For full biography, go to BJJ Heroes.
Harris shared his thoughts on benefits of perfecting the basics:
An interesting observation….
As someone who has been teaching martial arts publicly since 1987, I have made many observations about students over the years. Here is an observation about the students / instructors in my association:
As an instructor who focuses on the basics (at a level many never consider), I really enjoy teaching students who consistently ask me to review their basics with them. Here are four names of students who have consistently reviewed their basics with me by asking basic questions during their private lessons:
• Brian Bird – 3rd degree black belt in BJJ
• Trent Lewis – 3rd degree black belt in BJJ
• Brian Jay – Brown belt in BJJ
• Jim Robert – Brown belt in BJJ
These four student stand out in my mind because they ask more questions about the basics of Jiu Jitsu than anyone else in my association.

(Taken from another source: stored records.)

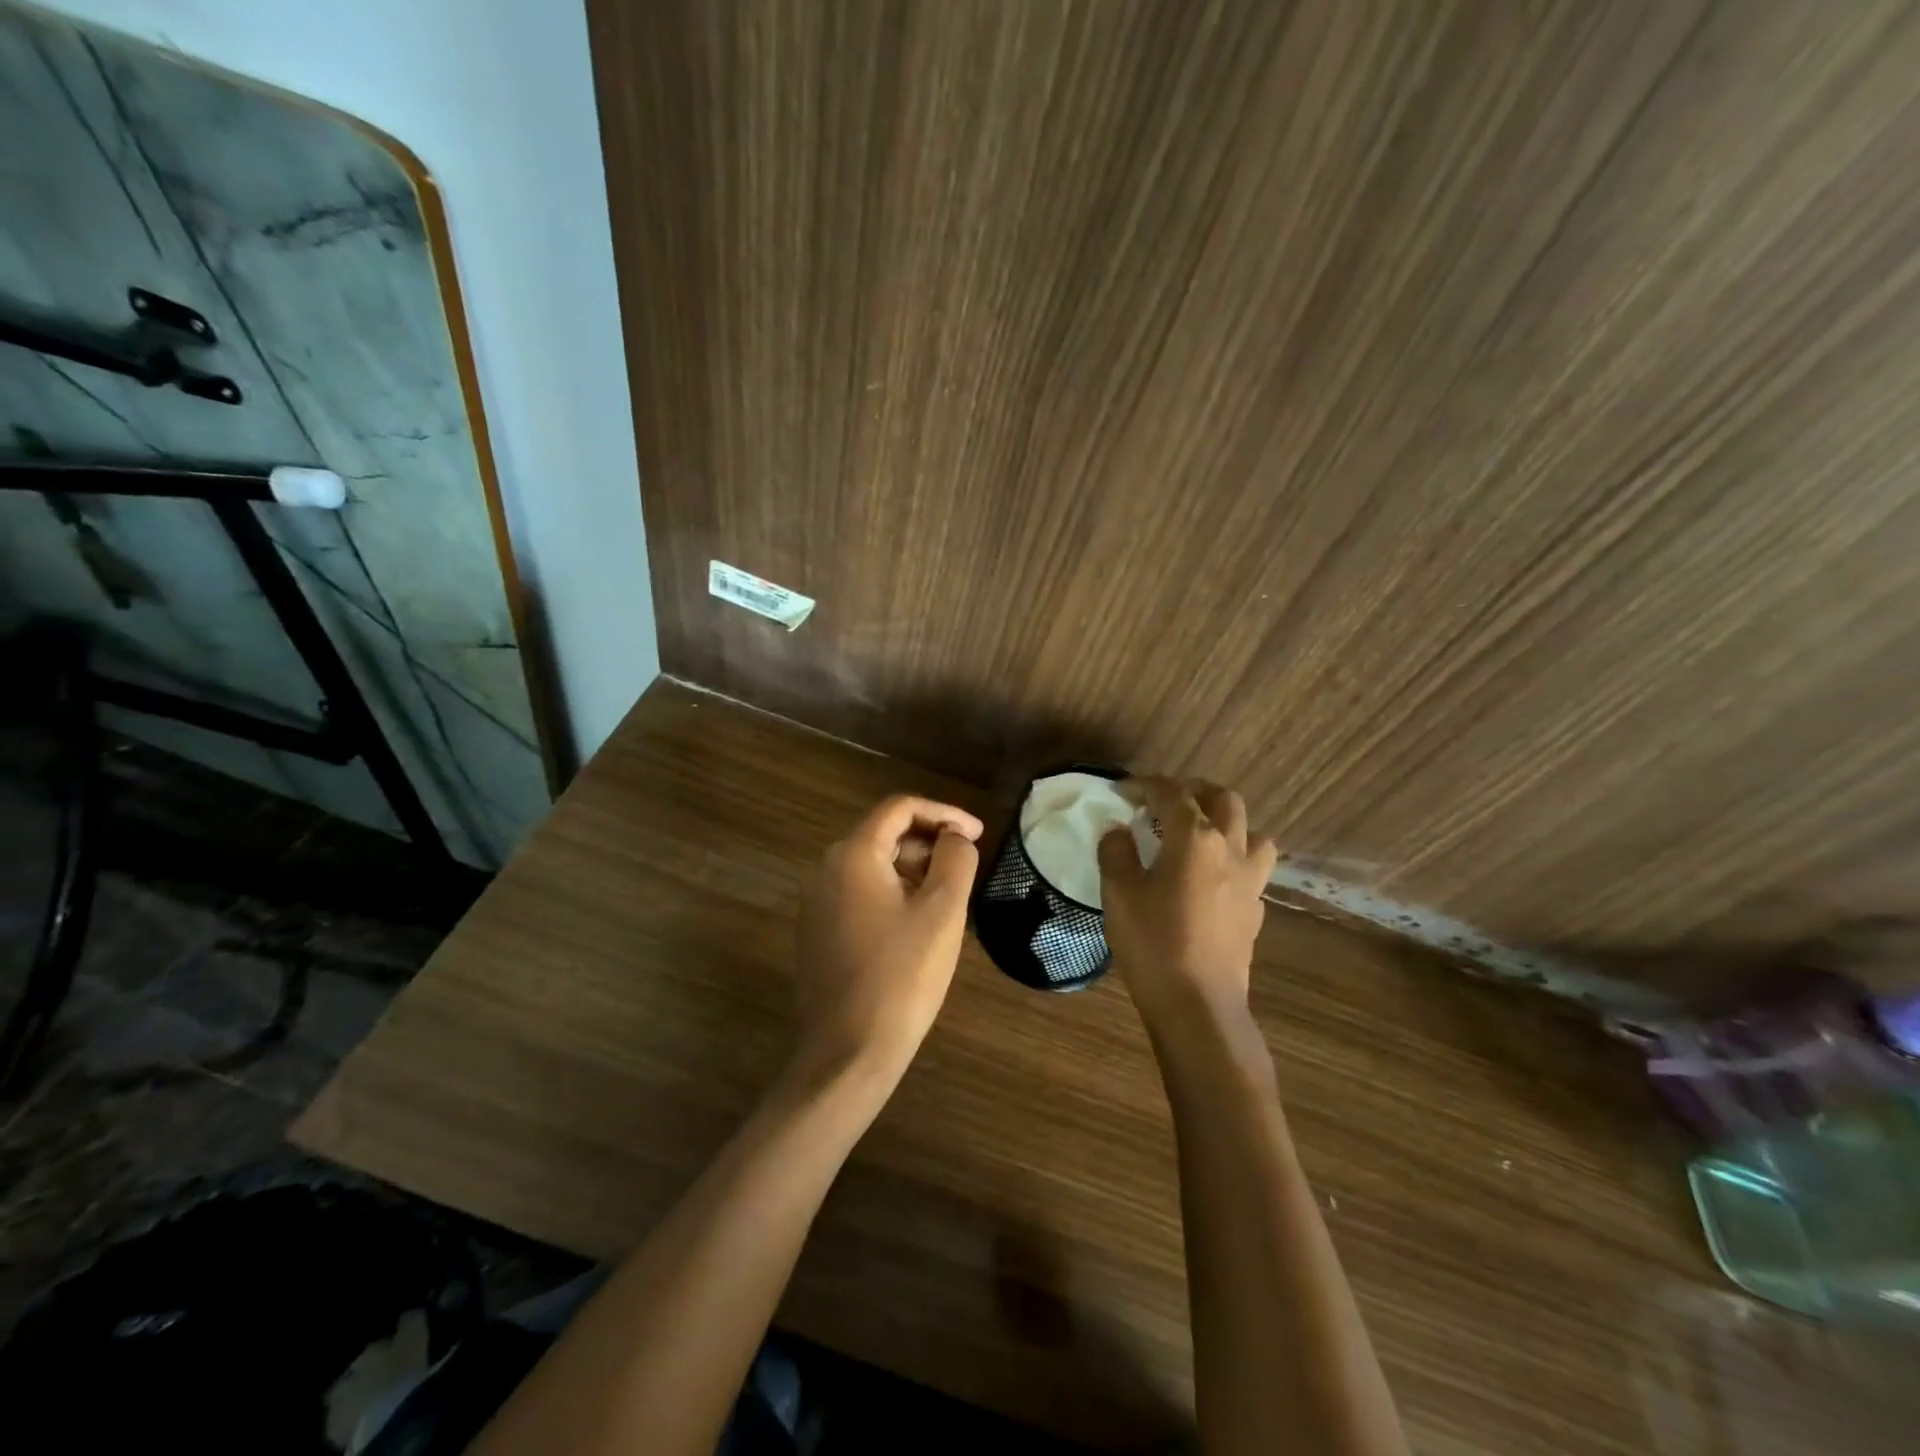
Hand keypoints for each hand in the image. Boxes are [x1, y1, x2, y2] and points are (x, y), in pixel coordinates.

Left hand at [793, 794, 983, 1085]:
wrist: (848, 1053)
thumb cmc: (902, 976)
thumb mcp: (942, 911)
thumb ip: (955, 859)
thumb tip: (955, 837)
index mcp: (853, 855)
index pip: (899, 808)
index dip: (943, 812)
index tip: (977, 833)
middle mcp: (826, 869)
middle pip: (883, 833)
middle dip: (929, 841)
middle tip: (966, 865)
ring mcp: (817, 902)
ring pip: (872, 864)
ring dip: (913, 867)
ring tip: (948, 894)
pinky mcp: (818, 931)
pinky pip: (860, 893)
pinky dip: (892, 891)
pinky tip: (917, 922)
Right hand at [1098, 777, 1276, 1026]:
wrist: (1199, 1005)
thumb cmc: (1153, 943)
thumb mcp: (1119, 893)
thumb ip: (1116, 852)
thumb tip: (1119, 831)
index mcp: (1195, 838)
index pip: (1172, 793)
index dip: (1145, 785)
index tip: (1122, 790)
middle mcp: (1231, 849)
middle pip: (1223, 800)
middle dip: (1193, 791)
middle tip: (1164, 802)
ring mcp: (1250, 881)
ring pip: (1252, 832)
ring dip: (1226, 822)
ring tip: (1199, 834)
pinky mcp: (1255, 911)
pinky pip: (1251, 869)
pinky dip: (1232, 860)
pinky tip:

To some, this might sound boring. However, there is a reason why these four ask so many questions. Would you like to know the reason? Here it is:
Being a bit of a nerdy / geeky individuals who has a smidgen of OCD, I review my basics (BJJ, JKD and FMA) weekly. Additionally, as a result of this review and my own R&D, I come up with some new and unique innovations every 18-24 months. Everyone who knows and has been around for a lengthy period of time me know this.
I’m sure you’re wondering about these “supposed” innovations and how they might affect students and instructors. So, consider the following:
• I have developed an Americana technique from three perspectives:
1. There is the basic version I teach to beginners. This one has five moving parts.
2. There is the intermediate version I teach to students who are ready for this kind of knowledge. This one has fourteen moving parts.
3. There is the BJJ Over 50 version I ONLY teach to students who are fifty years or older. This version has two moving parts (which makes it easier to remember, easier to perform and easier to finish).
• I have developed positioning (for escapes, controls, sweeps and submissions) to a very high level.
• I have charted and documented “the feel” of all of the basics. For example, can you describe what the Americana technique feels like? If not, there’s a portion of your training you are unfamiliar with and are leaving unaddressed on the table.
So, why don’t other students review their basics with me? I’m not sure. My only guess is they’re not interested in them any more.
Now, this is not a criticism. It is only an observation. Jiu Jitsu has a lot of different things to offer students. But for those who truly seek specific and long lasting skill sets, the most desirable ones are found and contained within the basics.
Yesterday, I had the chance to work with one of my brown belts for a little over two hours. During those 140 minutes together, we went over the following:
1. Positioning from the bottom of the front mount
2. Positioning from the bottom of the side mount
3. Positioning from the bottom of the scarf hold
4. Positioning from the bottom of modified scarf hold
5. Positioning from inside of someone’s guard
We did best and worst case scenarios from each position. Our plan was to cover positionings and postures from various positions, but we never made it to posture because there was so much information found in positioning. Long story short, it was a good lesson!
In closing, I want to encourage all of my Jiu Jitsu friends and students to review your basics with your instructor at least once a year. You’ll be surprised at what you THINK you know and what you actually remember about your basics. I’m sure you’ll also be surprised at how your instructor can still teach you a thing or two about the basics!